Please return all lines in the listing holding the word "Avenue".

▬▬▬▬▬▬

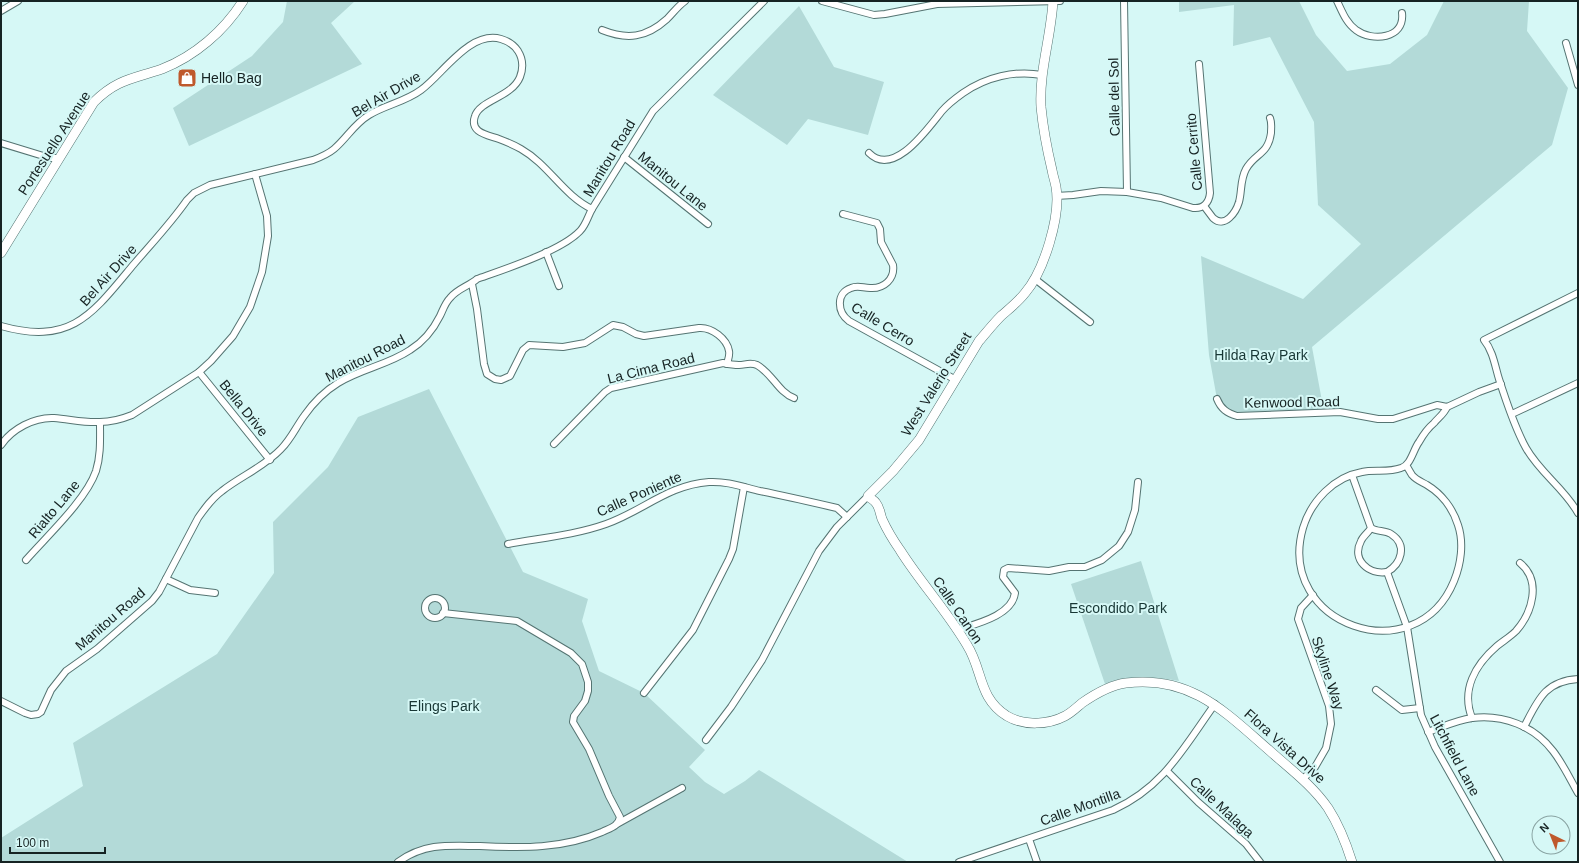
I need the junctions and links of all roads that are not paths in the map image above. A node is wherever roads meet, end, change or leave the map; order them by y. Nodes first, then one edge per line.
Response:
1 (18, 1) edge
2 (243, 1) edge
3 (685, 1) edge
4 (764, 1) edge
5 (822, 1) edge
6 (1053, 1) edge
7 (1060, 1) edge
8 (1124, 1) edge
9 (1337, 1) edge
10 (1, 11) edge
11 (1402, 13) dead end
12 (602, 30) dead end
13 (1566, 43) dead end
14 (1199, 64) dead end
15 (1042, 75) junction
16 (1578, 85) edge
17 (1270, 118) dead end
18 (1, 143) edge
19 (869, 153) dead end
20 (624, 157) junction
21 (59, 158) junction
22 (255, 174) junction
23 (1127, 192) junction
24 (1056, 196) junction
25 (1204, 206) junction
26 (592, 209) junction
27 (843, 214) dead end
28 (708, 224) dead end
29 (546, 252) junction
30 (1, 253) edge
31 (1035, 279) junction
32 (472, 284) junction
33 (559, 286) dead end
34 (1578, 293) edge
35 (1090, 322) dead end
36 (1, 326) edge
37 (727, 364) junction
38 (199, 372) junction
39 (956, 380) junction
40 (1578, 383) edge
41 (1501, 384) junction
42 (794, 398) dead end
43 (1217, 399) dead end
44 (1447, 407) junction
45 (1512, 414) junction
46 (100, 422) junction
47 (554, 444) dead end
48 (1, 445) edge
49 (270, 460) junction
50 (1406, 465) junction
51 (1352, 475) junction
52 (1138, 482) dead end
53 (744, 487) junction
54 (869, 497) junction
55 (1578, 513) edge
56 (848, 517) junction
57 (1370, 528) junction
58 (508, 544) dead end
59 (26, 560) dead end
60 (1520, 564) dead end
61 (1387, 572) junction
62 (166, 579) junction
63 (215, 593) dead end
64 (1313, 596) junction
65 (443, 613) dead end
66 (1407, 627) junction
67 (957, 630) junction
68 (1578, 679) edge
69 (1166, 684) joint
70 (1376, 690) dead end
71 (644, 693) dead end
72 (1, 701) edge
73 (1215, 704) junction
74 (1420, 708) junction
75 (1472, 718) junction
76 (1524, 727) junction
77 (1428, 732) junction
78 (706, 740) dead end
79 (1167, 771) junction
80 (1303, 779) junction
81 (682, 788) dead end
82 (1578, 793) edge
83 (617, 824) junction
84 (1029, 839) junction
85 (398, 862) edge
86 (959, 862) edge
87 (1038, 862) edge
88 (1260, 862) edge
89 (1352, 862) edge
90 (1500, 862) edge

1 - 10 street
2 - 21 street, Portesuello Avenue
3 - 12 street
4 - 20 street, Manitou Road
5 - 6 street
6 - 7 street
6 - 15 street, West Valerio Street
8 - 23 street, Calle del Sol
9 - 11 street
13 - 16 street
14 - 25 street, Calle Cerrito
15 - 19 street
15 - 24 street, West Valerio Street
17 - 25 street
18 - 21 street
20 - 26 street, Manitou Road
20 - 28 street, Manitou Lane
21 - 30 street, Portesuello Avenue
22 - 26 street, Bel Air Drive
22 - 36 street, Bel Air Drive
22 - 38 street
23 - 24 street, Calle Cerrito
23 - 25 street, Calle Cerrito
24 - 31 street, West Valerio Street
26 - 29 street, Manitou Road
27 - 39 street, Calle Cerro
29 - 32 street, Manitou Road
29 - 33 street
31 - 35 street
31 - 39 street, West Valerio Street
32 - 37 street, La Cima Road
32 - 49 street, Manitou Road
34 - 41 street
37 - 42 street, La Cima Road
37 - 47 street, La Cima Road
38 - 46 street
38 - 49 street, Bella Drive
39 - 54 street, West Valerio Street
40 - 45 street
41 - 44 street, Kenwood Road
41 - 45 street
43 - 44 street, Kenwood Road
44 - 50 street
45 - 55 street
46 - 48 street
46 - 59 street, Rialto Lane
49 - 62 street, Manitou Road
50 - 51 street
50 - 66 street
51 - 57 street
51 - 64 street
52 - 67 street
53 - 56 street, Calle Poniente
53 - 58 street, Calle Poniente
53 - 71 street
54 - 56 street, West Valerio Street
54 - 67 street, Calle Canon
56 - 78 street, West Valerio Street
57 - 61 street
57 - 61 street
60 - 75 street
61 - 66 street, Litchfield Lane
62 - 63 street
62 - 72 street, Manitou Road
64 - 66 street
64 - 80 street, Skyline Way
65 - 83 street
66 - 74 street, Litchfield Lane
67 - 69 street, Calle Canon
68 - 76 street
69 - 73 street, Flora Vista Drive
70 - 74 street
73 - 79 street, Calle Montilla
73 - 80 street, Flora Vista Drive
74 - 77 street, Litchfield Lane
75 - 76 street
75 - 77 street
76 - 82 street
77 - 90 street, Litchfield Lane
79 - 84 street, Calle Montilla
79 - 88 street, Calle Malaga
80 - 89 street, Flora Vista Drive
81 - 83 street
83 - 85 street
84 - 86 street, Calle Montilla
84 - 87 street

▬▬▬▬▬▬

__ANSWER TO THIS PROBLEM__:
2 - 21 street, Portesuello Avenue
21 - 30 street, Portesuello Avenue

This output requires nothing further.